=== Records for this task ===
· · ·
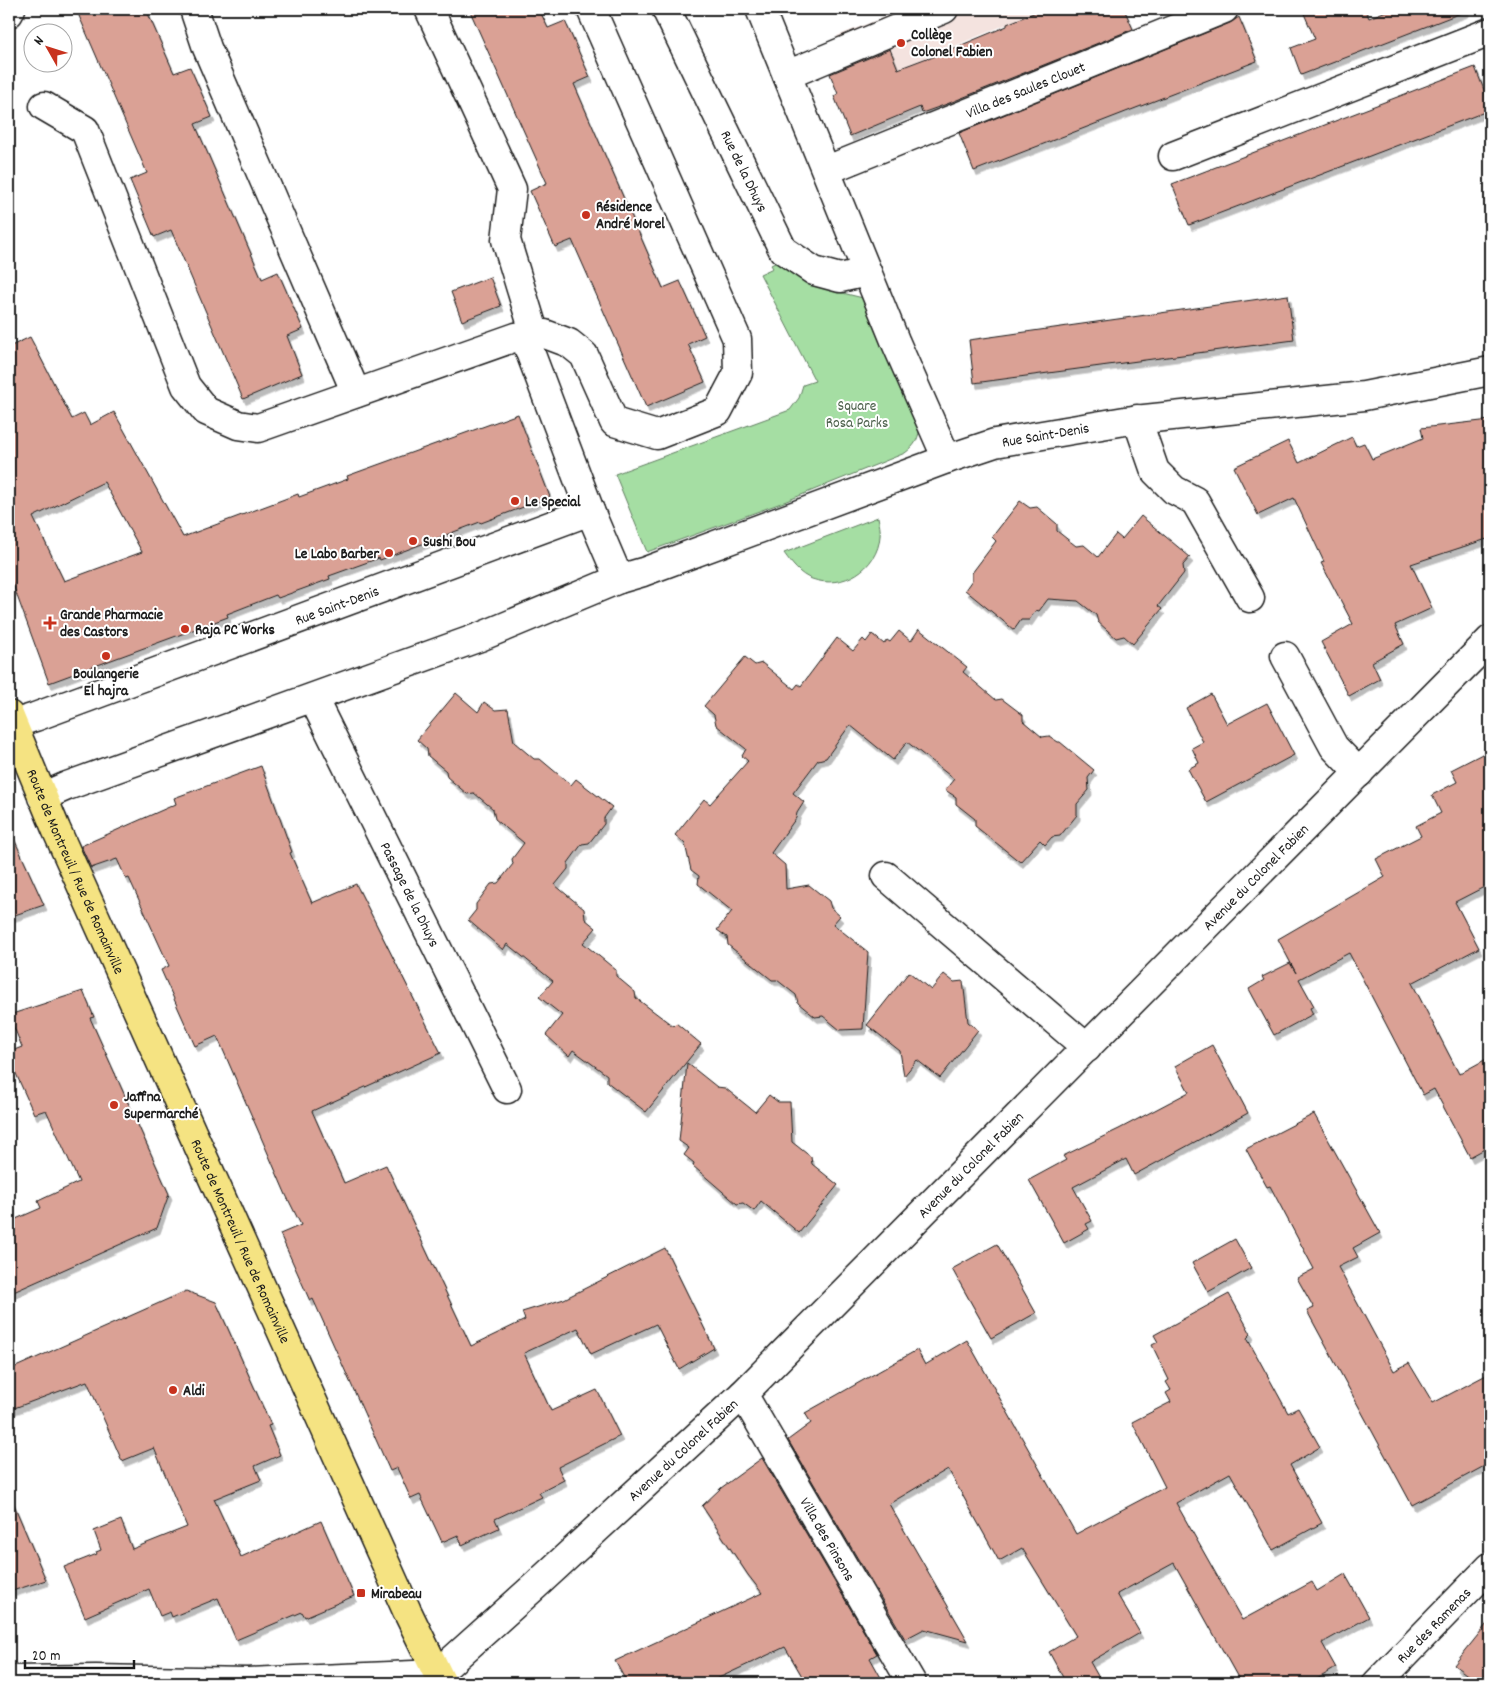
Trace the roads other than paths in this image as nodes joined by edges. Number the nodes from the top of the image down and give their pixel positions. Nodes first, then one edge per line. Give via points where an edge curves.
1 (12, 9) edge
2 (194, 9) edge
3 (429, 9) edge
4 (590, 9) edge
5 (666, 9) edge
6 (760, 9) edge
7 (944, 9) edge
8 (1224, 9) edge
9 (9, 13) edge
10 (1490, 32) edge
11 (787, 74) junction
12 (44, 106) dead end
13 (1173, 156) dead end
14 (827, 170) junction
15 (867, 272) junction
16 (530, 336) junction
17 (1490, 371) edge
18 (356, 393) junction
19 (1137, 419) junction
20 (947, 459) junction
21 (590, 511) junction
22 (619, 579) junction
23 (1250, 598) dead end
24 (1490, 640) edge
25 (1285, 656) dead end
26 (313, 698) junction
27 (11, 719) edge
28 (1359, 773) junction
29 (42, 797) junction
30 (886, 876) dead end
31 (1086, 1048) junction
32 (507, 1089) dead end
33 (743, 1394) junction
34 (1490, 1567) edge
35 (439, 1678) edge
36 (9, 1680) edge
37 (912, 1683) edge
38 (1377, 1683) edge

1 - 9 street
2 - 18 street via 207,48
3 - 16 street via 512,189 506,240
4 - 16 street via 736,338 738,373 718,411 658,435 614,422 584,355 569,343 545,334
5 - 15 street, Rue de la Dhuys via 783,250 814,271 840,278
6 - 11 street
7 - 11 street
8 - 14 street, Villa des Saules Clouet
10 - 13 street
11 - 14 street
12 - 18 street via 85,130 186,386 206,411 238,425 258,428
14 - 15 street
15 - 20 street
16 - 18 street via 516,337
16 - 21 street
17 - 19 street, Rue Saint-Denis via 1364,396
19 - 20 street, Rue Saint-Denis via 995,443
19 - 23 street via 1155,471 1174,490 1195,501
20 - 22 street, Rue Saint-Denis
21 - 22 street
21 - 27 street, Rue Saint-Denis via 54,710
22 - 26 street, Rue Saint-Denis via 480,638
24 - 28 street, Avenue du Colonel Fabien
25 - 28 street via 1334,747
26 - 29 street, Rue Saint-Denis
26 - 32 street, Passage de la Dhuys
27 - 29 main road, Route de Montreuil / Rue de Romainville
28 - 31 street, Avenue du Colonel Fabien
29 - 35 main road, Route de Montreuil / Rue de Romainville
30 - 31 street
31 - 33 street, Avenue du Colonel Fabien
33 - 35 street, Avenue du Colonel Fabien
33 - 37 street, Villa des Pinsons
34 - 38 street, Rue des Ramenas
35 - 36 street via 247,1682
· · ·
=== What needs to be done ===
Every line above that holds the word "Romainville" needs to be copied.

=== Response ===
27 - 29 main road, Route de Montreuil / Rue de Romainville
29 - 35 main road, Route de Montreuil / Rue de Romainville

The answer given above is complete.